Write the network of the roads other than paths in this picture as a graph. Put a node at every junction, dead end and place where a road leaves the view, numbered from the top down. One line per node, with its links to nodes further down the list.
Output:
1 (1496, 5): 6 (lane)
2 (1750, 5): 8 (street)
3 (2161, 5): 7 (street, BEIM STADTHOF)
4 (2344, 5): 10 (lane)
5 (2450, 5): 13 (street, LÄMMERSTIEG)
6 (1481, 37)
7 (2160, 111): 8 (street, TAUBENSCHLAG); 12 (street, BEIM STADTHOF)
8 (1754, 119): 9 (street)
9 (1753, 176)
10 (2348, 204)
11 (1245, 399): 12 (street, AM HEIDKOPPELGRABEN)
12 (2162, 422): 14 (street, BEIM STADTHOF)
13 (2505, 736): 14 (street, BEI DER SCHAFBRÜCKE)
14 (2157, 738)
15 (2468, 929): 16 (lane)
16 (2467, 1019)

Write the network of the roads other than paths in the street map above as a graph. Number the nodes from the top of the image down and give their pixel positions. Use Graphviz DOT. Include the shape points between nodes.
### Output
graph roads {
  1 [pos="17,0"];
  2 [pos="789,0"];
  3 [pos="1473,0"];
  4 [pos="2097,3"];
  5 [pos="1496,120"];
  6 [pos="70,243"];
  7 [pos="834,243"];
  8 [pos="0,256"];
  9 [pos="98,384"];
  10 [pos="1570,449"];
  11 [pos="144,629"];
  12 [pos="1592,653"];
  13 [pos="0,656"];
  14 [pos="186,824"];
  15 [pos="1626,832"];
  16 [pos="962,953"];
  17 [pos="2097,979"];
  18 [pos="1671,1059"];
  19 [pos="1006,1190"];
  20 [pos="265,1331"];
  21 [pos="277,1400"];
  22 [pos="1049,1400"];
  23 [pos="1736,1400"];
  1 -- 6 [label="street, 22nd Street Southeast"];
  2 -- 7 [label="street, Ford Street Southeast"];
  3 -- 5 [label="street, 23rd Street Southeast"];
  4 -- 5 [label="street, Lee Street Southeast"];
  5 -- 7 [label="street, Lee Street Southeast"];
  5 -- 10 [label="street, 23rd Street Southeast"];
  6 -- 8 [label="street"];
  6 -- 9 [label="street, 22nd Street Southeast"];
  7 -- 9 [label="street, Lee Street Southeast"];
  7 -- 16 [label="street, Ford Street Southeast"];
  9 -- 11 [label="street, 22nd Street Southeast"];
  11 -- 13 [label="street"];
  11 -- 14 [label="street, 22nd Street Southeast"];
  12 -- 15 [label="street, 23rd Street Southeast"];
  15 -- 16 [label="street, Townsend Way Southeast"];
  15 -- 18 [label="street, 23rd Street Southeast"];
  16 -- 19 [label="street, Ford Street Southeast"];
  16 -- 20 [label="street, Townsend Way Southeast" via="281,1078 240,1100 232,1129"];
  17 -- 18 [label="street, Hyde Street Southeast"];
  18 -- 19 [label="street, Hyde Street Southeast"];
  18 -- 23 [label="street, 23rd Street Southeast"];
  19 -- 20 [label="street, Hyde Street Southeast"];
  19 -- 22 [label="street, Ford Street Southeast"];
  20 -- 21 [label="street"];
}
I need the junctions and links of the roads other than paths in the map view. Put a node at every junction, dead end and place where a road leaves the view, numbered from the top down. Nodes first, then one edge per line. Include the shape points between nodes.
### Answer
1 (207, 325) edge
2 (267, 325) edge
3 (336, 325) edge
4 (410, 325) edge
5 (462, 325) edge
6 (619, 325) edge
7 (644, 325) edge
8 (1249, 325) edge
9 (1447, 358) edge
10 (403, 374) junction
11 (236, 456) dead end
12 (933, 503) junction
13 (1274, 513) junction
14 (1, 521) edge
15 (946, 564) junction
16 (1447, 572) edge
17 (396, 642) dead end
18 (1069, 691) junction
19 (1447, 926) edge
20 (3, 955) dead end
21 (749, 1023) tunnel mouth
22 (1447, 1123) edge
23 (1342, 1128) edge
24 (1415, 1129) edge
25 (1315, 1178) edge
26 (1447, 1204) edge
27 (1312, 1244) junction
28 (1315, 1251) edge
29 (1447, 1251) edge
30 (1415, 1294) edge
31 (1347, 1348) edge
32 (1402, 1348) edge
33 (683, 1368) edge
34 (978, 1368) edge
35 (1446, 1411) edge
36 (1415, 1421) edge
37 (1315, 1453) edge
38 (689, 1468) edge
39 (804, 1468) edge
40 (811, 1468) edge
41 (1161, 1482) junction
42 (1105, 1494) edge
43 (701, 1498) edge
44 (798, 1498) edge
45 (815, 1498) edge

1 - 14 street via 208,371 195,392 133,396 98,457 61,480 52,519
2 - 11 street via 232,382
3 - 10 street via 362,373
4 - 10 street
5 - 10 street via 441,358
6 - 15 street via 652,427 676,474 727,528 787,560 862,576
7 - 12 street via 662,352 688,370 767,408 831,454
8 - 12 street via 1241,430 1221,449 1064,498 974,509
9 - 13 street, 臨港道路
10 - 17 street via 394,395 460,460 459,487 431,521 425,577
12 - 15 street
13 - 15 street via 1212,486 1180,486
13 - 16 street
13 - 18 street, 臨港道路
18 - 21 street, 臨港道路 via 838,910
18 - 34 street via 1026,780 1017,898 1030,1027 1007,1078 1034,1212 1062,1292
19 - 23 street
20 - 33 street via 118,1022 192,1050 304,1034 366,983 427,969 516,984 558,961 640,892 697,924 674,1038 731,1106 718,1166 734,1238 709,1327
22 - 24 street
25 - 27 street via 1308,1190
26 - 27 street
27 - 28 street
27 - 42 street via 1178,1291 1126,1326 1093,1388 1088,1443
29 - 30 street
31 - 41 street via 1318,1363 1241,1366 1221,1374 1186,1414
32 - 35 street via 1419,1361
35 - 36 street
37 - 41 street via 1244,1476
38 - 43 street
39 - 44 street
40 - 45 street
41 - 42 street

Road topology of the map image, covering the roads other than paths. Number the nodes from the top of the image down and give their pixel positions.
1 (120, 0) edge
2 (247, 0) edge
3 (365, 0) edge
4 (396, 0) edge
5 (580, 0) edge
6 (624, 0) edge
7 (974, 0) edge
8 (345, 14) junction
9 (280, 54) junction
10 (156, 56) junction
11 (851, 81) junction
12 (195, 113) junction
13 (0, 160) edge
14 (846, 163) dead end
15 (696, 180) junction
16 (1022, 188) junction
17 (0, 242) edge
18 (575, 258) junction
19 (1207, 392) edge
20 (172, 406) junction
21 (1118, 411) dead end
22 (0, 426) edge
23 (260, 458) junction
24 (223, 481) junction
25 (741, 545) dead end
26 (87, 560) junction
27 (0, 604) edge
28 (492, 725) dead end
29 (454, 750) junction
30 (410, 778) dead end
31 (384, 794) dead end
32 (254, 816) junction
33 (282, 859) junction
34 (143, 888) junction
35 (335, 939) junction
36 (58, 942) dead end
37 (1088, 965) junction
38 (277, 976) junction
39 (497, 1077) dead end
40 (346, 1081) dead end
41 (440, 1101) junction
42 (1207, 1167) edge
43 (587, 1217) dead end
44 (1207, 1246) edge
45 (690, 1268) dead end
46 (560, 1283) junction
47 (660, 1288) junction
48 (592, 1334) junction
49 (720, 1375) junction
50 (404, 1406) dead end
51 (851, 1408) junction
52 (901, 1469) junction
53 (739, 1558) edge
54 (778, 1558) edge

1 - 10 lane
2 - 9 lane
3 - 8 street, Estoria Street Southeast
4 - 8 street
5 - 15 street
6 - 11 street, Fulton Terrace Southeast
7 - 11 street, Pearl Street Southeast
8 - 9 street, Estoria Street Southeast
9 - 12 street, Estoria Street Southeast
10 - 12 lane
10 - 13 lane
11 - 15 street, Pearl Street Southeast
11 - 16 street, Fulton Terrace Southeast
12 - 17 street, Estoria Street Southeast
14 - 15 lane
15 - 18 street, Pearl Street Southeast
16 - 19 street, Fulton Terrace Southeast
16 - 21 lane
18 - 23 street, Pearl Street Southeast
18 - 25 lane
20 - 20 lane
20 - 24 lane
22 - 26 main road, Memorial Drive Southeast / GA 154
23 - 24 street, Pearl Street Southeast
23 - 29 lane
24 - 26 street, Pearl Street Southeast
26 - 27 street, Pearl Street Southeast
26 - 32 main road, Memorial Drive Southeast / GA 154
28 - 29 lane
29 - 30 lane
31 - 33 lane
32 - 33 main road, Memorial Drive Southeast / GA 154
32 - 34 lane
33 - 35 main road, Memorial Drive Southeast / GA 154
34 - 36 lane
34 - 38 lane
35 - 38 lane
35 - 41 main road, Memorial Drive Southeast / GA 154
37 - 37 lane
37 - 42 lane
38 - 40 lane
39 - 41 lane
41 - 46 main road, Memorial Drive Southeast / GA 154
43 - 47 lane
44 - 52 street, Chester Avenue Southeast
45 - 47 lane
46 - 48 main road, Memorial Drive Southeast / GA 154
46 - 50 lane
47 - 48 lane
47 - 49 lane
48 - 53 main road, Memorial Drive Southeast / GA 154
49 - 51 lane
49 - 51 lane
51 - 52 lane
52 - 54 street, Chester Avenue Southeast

--

Report only how many lines in the listing contain the string "down".

4